深夜、ある屋敷内にの一室にだけぼんやりと行灯の明かりが灯っている。
静寂の世界に、静かな驚きの声が響く。

「はい、明日にでもご家老様に確認をとるとのこと。これでは計画は・・・」

淡々と話を進める男に、その主人らしき男はきっと睨みを利かせてくる。

「まさか…貴様が裏切ったのではないのだろうな?」
「私が?何故…私ではなく雪村千鶴の身請けを快く思わない者の仕業です」
「そいつらは何故、密書のことを知っていた」
「・・・・・・さあ、角屋の方で口を割らされたんじゃないでしょうか、腕の立つ者でしたし」

むうっとそれっきりその主人は黙りこむ。
報告した男は、これで計画は失敗に終わると思っていた。
それで・・・いい。そう思う自分に少し驚きを感じる。けれど、主人は不意に口を歪めるように笑う。

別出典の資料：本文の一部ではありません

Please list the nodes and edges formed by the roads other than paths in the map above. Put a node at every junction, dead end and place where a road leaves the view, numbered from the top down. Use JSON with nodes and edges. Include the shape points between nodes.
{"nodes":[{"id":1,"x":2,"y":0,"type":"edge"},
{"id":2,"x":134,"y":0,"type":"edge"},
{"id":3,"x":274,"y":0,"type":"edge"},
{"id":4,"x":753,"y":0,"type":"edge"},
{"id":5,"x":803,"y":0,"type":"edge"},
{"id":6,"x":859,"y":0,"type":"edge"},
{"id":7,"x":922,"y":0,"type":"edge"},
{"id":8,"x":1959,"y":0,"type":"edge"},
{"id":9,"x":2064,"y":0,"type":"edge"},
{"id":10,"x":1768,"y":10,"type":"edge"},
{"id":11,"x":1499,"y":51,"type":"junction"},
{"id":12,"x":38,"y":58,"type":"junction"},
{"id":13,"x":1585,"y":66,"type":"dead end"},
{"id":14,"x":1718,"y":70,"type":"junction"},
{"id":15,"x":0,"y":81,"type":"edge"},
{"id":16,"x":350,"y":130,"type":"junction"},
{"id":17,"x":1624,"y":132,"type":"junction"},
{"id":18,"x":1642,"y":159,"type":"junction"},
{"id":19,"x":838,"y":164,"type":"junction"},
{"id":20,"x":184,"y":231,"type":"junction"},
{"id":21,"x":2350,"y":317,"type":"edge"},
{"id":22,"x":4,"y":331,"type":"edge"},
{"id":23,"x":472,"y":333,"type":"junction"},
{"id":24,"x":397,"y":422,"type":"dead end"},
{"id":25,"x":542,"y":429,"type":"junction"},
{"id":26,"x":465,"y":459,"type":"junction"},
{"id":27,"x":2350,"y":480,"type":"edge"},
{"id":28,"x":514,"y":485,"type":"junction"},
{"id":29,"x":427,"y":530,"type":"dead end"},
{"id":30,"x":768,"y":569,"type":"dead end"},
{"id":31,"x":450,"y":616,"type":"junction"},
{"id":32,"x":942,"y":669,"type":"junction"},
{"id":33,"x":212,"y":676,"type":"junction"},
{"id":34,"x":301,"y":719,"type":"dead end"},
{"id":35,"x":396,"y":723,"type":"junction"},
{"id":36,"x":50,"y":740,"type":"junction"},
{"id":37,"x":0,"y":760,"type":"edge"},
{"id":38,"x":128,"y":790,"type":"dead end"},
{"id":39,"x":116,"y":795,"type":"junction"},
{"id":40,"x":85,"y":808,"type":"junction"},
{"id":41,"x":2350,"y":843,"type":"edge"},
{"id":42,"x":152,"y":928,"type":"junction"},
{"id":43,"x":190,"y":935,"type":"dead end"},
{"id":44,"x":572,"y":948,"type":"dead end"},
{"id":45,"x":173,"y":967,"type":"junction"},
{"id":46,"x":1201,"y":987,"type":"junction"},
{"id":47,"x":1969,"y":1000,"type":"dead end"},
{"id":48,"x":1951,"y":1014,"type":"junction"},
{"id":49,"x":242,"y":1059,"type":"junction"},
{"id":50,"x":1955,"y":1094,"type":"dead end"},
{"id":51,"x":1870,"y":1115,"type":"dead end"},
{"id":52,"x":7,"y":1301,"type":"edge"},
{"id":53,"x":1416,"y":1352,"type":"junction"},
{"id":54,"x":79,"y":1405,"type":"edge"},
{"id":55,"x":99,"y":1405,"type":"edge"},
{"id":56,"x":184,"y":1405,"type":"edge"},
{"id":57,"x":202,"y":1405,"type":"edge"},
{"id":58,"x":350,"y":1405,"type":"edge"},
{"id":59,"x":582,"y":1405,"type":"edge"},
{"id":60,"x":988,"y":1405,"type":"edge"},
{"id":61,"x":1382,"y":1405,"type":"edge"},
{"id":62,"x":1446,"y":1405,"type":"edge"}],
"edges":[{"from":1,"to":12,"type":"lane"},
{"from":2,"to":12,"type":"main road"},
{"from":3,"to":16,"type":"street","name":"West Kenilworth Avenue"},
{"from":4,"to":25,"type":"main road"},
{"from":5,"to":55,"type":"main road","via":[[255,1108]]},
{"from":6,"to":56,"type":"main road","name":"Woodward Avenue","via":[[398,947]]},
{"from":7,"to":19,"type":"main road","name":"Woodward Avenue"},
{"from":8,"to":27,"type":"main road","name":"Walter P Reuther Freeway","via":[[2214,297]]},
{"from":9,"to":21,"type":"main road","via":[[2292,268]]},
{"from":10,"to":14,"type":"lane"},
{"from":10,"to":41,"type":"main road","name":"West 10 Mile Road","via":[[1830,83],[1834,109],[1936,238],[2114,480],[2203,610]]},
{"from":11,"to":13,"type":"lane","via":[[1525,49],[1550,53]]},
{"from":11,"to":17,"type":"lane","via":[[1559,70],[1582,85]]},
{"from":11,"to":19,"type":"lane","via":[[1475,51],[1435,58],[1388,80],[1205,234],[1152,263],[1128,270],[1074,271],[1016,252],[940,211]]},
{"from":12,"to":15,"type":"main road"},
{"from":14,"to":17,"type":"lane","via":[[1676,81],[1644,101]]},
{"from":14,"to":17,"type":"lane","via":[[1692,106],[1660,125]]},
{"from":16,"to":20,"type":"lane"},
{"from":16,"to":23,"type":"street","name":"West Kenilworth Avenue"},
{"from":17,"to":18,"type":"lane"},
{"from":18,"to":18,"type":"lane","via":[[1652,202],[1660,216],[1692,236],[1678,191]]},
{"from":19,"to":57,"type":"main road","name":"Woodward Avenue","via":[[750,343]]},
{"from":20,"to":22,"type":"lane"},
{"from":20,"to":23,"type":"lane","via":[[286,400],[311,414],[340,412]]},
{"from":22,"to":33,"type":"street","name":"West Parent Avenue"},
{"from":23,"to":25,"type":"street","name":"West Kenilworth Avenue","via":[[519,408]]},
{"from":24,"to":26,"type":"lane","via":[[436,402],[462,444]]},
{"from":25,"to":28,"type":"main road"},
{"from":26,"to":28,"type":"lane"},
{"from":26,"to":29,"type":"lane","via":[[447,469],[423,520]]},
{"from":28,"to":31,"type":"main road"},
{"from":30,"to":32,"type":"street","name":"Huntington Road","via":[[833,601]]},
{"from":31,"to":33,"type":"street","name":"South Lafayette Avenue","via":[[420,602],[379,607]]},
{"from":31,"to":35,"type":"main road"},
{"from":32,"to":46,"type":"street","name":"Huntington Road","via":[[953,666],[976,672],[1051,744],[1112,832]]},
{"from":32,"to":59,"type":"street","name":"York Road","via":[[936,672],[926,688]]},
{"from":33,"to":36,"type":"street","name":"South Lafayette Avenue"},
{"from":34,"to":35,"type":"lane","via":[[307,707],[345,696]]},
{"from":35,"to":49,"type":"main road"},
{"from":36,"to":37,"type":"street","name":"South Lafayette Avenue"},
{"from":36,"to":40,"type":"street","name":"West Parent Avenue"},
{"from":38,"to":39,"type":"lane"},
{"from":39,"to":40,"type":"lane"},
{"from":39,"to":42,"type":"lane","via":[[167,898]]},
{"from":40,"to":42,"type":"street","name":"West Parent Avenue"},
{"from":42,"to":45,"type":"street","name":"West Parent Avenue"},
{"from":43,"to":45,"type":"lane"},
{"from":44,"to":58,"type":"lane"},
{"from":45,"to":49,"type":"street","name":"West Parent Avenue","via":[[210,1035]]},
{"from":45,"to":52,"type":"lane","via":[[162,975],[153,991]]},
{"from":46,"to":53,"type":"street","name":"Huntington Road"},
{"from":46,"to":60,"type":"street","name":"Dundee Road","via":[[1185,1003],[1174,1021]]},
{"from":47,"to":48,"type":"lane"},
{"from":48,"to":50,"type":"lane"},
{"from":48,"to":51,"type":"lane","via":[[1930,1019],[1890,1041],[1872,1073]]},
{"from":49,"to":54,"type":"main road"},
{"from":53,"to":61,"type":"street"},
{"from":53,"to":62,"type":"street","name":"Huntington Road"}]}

「まあ、いい。新選組が確認をとるなら・・・考えがある」
「・・・・考え?まだ、何か・・・・・」
「いや、いい。貴様は下がれ、雪村千鶴が貴様の報告通りの者なら・・・計画に支障はない。むしろ・・好都合だ」
「・・・・・・・・・・・」

ふふっと野心に満ちた表情を隠さずに、何か思案するような主人に、その男は無言で部屋を去る。
何を企もうと、新選組に気が付かれた今、事はそううまく運ばないだろう。
男はもうここにはいたくない、と言うように、足早に部屋を出た。